Data excerpts:
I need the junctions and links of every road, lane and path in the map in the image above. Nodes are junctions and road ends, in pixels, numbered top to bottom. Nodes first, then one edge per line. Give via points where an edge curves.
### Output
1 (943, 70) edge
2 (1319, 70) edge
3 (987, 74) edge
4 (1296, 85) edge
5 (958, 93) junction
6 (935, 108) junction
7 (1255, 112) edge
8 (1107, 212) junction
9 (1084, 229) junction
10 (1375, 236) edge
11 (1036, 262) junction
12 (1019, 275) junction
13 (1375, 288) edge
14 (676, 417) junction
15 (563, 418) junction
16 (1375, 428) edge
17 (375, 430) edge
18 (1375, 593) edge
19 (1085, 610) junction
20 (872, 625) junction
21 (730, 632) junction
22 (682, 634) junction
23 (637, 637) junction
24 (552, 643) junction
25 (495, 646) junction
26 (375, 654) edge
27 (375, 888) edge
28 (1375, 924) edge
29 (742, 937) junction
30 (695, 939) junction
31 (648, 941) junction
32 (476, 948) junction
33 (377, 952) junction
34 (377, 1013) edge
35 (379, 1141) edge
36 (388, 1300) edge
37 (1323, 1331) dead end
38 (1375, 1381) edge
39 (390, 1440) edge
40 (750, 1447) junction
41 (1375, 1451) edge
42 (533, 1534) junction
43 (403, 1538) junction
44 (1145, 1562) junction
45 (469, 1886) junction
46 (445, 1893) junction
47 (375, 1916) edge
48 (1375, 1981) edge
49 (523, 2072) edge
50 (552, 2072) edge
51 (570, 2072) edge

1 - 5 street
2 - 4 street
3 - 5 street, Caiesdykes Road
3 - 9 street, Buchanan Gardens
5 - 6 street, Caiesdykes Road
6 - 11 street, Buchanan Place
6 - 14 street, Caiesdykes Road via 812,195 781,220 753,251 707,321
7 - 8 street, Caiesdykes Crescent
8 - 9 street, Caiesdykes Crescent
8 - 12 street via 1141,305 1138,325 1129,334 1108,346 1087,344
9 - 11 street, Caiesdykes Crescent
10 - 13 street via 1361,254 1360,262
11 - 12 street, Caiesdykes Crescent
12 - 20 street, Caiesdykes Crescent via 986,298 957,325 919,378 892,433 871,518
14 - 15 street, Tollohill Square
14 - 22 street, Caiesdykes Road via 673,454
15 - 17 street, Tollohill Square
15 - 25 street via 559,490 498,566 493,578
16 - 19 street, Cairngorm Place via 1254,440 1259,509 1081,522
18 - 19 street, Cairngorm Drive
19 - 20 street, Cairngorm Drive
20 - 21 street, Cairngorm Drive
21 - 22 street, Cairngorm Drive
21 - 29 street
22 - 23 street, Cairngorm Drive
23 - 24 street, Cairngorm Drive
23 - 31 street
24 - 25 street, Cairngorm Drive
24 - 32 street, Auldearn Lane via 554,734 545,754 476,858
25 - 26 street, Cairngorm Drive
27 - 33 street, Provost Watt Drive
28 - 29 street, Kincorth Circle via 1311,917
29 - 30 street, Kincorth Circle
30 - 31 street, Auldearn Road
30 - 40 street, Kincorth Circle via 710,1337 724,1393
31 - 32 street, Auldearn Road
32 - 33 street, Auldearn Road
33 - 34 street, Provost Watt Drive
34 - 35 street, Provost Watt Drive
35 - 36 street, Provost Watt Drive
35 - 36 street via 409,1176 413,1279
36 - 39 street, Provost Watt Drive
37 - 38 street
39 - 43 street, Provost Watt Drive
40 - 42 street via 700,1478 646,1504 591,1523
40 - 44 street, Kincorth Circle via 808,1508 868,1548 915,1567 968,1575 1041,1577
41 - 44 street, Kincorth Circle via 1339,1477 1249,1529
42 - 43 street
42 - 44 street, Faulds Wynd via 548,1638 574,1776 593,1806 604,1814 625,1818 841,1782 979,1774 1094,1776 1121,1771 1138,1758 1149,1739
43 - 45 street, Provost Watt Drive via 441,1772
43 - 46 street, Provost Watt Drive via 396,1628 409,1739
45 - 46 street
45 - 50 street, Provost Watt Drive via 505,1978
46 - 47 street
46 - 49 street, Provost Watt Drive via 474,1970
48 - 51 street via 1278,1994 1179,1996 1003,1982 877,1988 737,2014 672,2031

What the exercise asks:
Write out the data above once more, exactly as it reads.

Your response:
I need the junctions and links of every road, lane and path in the map in the image above. Nodes are junctions and road ends, in pixels, numbered top to bottom. Nodes first, then one edge per line. Give via points where an edge curves.
### Output
1 (943, 70) edge
2 (1319, 70) edge
3 (987, 74) edge
4 (1296, 85) edge
5 (958, 93) junction
6 (935, 108) junction
7 (1255, 112) edge
8 (1107, 212) junction
9 (1084, 229) junction
10 (1375, 236) edge
11 (1036, 262) junction
12 (1019, 275) junction
13 (1375, 288) edge
14 (676, 417) junction
15 (563, 418) junction
16 (1375, 428) edge
17 (375, 430) edge
18 (1375, 593) edge
19 (1085, 610) junction
20 (872, 625) junction
21 (730, 632) junction
22 (682, 634) junction
23 (637, 637) junction
24 (552, 643) junction
25 (495, 646) junction
26 (375, 654) edge
27 (375, 888) edge
28 (1375, 924) edge
29 (742, 937) junction
30 (695, 939) junction
31 (648, 941) junction
32 (476, 948) junction
33 (377, 952) junction
34 (377, 1013) edge
35 (379, 1141) edge
36 (388, 1300) edge
37 (1323, 1331) dead end
38 (1375, 1381) edge
39 (390, 1440) edge
40 (750, 1447) junction
41 (1375, 1451) edge
42 (533, 1534) junction
43 (403, 1538) junction
44 (1145, 1562) junction
45 (469, 1886) junction
46 (445, 1893) junction
47 (375, 1916) edge
48 (1375, 1981) edge
49 (523, 2072) edge
50 (552, 2072) edge
51 (570, 2072) edge

1 - 5 street
2 - 4 street
3 - 5 street, Caiesdykes Road
3 - 9 street, Buchanan Gardens
5 - 6 street, Caiesdykes Road
6 - 11 street, Buchanan Place
6 - 14 street, Caiesdykes Road via 812,195 781,220 753,251 707,321
7 - 8 street, Caiesdykes Crescent
8 - 9 street, Caiesdykes Crescent
8 - 12 street via 1141,305 1138,325 1129,334 1108,346 1087,344
9 - 11 street, Caiesdykes Crescent
10 - 13 street via 1361,254 1360,262
11 - 12 street, Caiesdykes Crescent
12 - 20 street, Caiesdykes Crescent via 986,298 957,325 919,378 892,433 871,518
14 - 15 street, Tollohill Square
14 - 22 street, Caiesdykes Road via 673,454
15 - 17 street, Tollohill Square
15 - 25 street via 559,490 498,566 493,578
16 - 19 street, Cairngorm Place via 1254,440 1259,509 1081,522
18 - 19 street, Cairngorm Drive
19 - 20 street, Cairngorm Drive
20 - 21 street, Cairngorm Drive
21 - 22 street, Cairngorm Drive
21 - 29 street
22 - 23 street, Cairngorm Drive
23 - 24 street, Cairngorm Drive
23 - 31 street
24 - 25 street, Cairngorm Drive
24 - 32 street, Auldearn Lane via 554,734 545,754 476,858
25 - 26 street, Cairngorm Drive
27 - 33 street, Provost Watt Drive
28 - 29 street, Kincorth Circle via 1311,917
29 - 30 street, Kincorth Circle
30 - 31 street, Auldearn Road
30 - 40 street, Kincorth Circle via 710,1337 724,1393
31 - 32 street, Auldearn Road
32 - 33 street, Auldearn Road
33 - 34 street, Provost Watt Drive
34 - 35 street, Provost Watt Drive
35 - 36 street, Provost Watt Drive
35 - 36 street via 409,1176 413,1279
36 - 39 street, Provost Watt Drive
37 - 38 street
39 - 43 street, Provost Watt Drive
40 - 42 street via 700,1478 646,1504 591,1523
40 - 44 street, Kincorth Circle via 808,1508 868,1548 915,1567 968,1575 1041,1577
41 - 44 street, Kincorth Circle via 1339,1477 1249,1529
42 - 43 street
42 - 44 street, Faulds Wynd via 548,1638 574,1776 593,1806 604,1814 625,1818 841,1782 979,1774 1094,1776 1121,1771 1138,1758 1149,1739
43 - 45 street, Provost Watt Drive via 441,1772
43 - 46 street, Provost Watt Drive via 396,1628 409,1739
45 - 46 street
45 - 50 street, Provost Watt Drive via 505,1978
46 - 47 street
46 - 49 street, Provost Watt Drive via 474,1970
48 - 51 street via 1278,1994 1179,1996 1003,1982 877,1988 737,2014 672,2031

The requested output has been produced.